Não se aposta o que não se pode perder.

As relações internacionais são um jogo de xadrez. Ou de poker. Peças são entregues, finge-se de morto, de bobo, para no fim, sair com a vitória. Os melhores jogadores têm em comum o sangue frio e a capacidade de administrar bem o tempo entre os movimentos. Pensa-se bastante para se mover pouco. Entre os verdadeiramente craques, costuma-se encontrar também muita coragem e um tanto bom de sorte.

Em 20 de janeiro, do outro lado da mesa sentou-se um novo jogador, desengonçado, descabelado, mas com muito cacife, bastante coragem e alguns diriam, sorte e um pouco de insanidade. Da loucura brota o componente final: a imprevisibilidade. Talvez apenas isso falte ao presidente americano.

Ele escolheu aproveitar sua lua de mel com o eleitorado para fazer aquilo que nós, brasileiros, não estamos acostumados: cumprir suas promessas de campanha. Em entrevista recente, o senador democrata John Fetterman, conhecido por suas bermudas, moletons e carisma, foi perguntado se estava assustado com as medidas de Trump, respondeu: em absoluto, ele faz exatamente o que disse que faria em sua campanha. Precisamos nos acostumar.

Dito tudo isso, passemos à América Latina. O aumento da aposta de Trump pra cima do presidente colombiano mostrou que, nesse poker, ele não está pra brincadeira. Gustavo Petro tentou o blefe. Sem cartas, jogou fichas na mesa, estufou o peito e sorriu para a plateia que assistia. Levou um all in instantâneo e foi obrigado a entregar os anéis pra não ficar sem dedos. O governo brasileiro insinuou querer fazer o mesmo, era domingo, e se empolgou com a jogada do amigo latino e a cobertura da imprensa parceira. Por pouco não ficou com a mesma cara de tacho. Mas teve sensibilidade, e nos dias seguintes, soube recuar. Fez certinho. Falei sobre isso, inclusive.

Agora, no mesmo dia em que México e Canadá recebem a notícia de que seus produtos serão taxados em 25% como prometido, o Brasil faz uma aposta sem o menor cabimento: deixa vazar em Brasília que está discutindo uma proposta para apertar o cerco às Big Techs. Não mais pelo caminho da moderação de conteúdo. A palavra censura não pega bem. Mas pelo caminho do dinheiro. O Brasil quer uma lei que permita, entre outras coisas, a cobrança de multas bilionárias, alegando monopólio, e violação da lei de concorrência. Com as mudanças pretendidas, o CADE (Conselho Administrativo de Defesa Econômica) poderia determinar que essas empresas possuem “relevância sistêmica”, e assim abriria caminho para que fossem obrigadas a seguir as determinações da nossa justiça, sob pena de bilhões em multas, como a imposta ao Google pela União Européia, na casa de 49 bilhões de reais por falta de concorrente. Detalhe, este valor cobriria com folga todo déficit fiscal brasileiro de 2024. Em Washington, todos sabem das intençõs do governo brasileiro nessa seara e do respaldo que esssas empresas tem no novo presidente americano.

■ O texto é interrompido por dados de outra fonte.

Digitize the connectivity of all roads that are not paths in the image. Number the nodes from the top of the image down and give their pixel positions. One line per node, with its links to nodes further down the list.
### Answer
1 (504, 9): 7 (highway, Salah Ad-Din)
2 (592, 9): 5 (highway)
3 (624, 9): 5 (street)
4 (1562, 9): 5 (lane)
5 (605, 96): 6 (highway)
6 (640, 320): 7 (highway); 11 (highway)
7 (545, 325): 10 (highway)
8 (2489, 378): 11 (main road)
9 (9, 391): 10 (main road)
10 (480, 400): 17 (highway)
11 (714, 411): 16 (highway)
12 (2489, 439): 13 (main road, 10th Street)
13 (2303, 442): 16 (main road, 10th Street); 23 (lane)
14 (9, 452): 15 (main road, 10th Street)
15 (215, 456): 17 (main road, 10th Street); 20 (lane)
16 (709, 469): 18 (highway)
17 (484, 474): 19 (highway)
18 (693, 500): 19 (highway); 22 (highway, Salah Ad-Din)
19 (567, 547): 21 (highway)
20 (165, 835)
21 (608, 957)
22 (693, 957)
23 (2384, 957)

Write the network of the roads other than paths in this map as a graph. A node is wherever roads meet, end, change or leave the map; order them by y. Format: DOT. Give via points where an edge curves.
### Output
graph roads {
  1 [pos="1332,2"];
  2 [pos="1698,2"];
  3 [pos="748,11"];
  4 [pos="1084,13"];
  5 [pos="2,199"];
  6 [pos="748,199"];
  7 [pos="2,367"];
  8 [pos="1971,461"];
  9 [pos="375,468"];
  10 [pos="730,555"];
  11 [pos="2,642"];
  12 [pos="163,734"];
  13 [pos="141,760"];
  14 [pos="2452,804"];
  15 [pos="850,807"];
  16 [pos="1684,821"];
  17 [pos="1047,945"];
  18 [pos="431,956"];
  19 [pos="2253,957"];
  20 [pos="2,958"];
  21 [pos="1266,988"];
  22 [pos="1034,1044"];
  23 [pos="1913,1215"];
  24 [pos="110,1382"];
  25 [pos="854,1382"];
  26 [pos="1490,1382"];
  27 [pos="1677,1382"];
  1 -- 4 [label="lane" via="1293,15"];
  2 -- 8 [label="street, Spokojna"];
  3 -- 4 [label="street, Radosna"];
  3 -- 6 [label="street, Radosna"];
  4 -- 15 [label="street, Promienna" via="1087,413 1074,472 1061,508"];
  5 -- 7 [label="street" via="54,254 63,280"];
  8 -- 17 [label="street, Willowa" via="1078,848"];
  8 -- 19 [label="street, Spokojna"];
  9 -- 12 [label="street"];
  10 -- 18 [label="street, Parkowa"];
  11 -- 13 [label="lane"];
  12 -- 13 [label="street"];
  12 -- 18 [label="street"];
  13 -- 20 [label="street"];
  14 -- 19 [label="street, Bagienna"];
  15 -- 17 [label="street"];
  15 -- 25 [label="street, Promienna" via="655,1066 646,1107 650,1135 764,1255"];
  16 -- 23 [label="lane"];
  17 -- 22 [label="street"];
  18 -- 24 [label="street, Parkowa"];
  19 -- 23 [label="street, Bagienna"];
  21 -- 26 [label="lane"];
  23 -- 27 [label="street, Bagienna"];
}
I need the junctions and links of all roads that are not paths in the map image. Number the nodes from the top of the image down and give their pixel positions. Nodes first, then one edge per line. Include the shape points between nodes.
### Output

Uma notícia dessas, antes mesmo do retorno do Congresso, sem nenhum trâmite à vista, sem negociações, sem relatoria, sem nada, deixa claro que o Brasil ainda não entendeu o novo jogo, nem fez a leitura correta do jogador à sua frente. Mas à luz do que aconteceu esta semana na questão dos deportados, o Brasil perdeu o direito de se surpreender com o que vier de lá. Caso apareça no noticiário a intensão de sermos taxados como foram Canadá e México, alegar surpresa e revidar com reciprocidade verborrágica não vão colar. O país tem muito a perder. Quando aprendi a jogar poker, um amigo experiente me disse: toda mesa tem um pato. Você tem meia hora pra descobrir quem é. Se em meia hora não descobrir, jogue sabendo: o pato é você.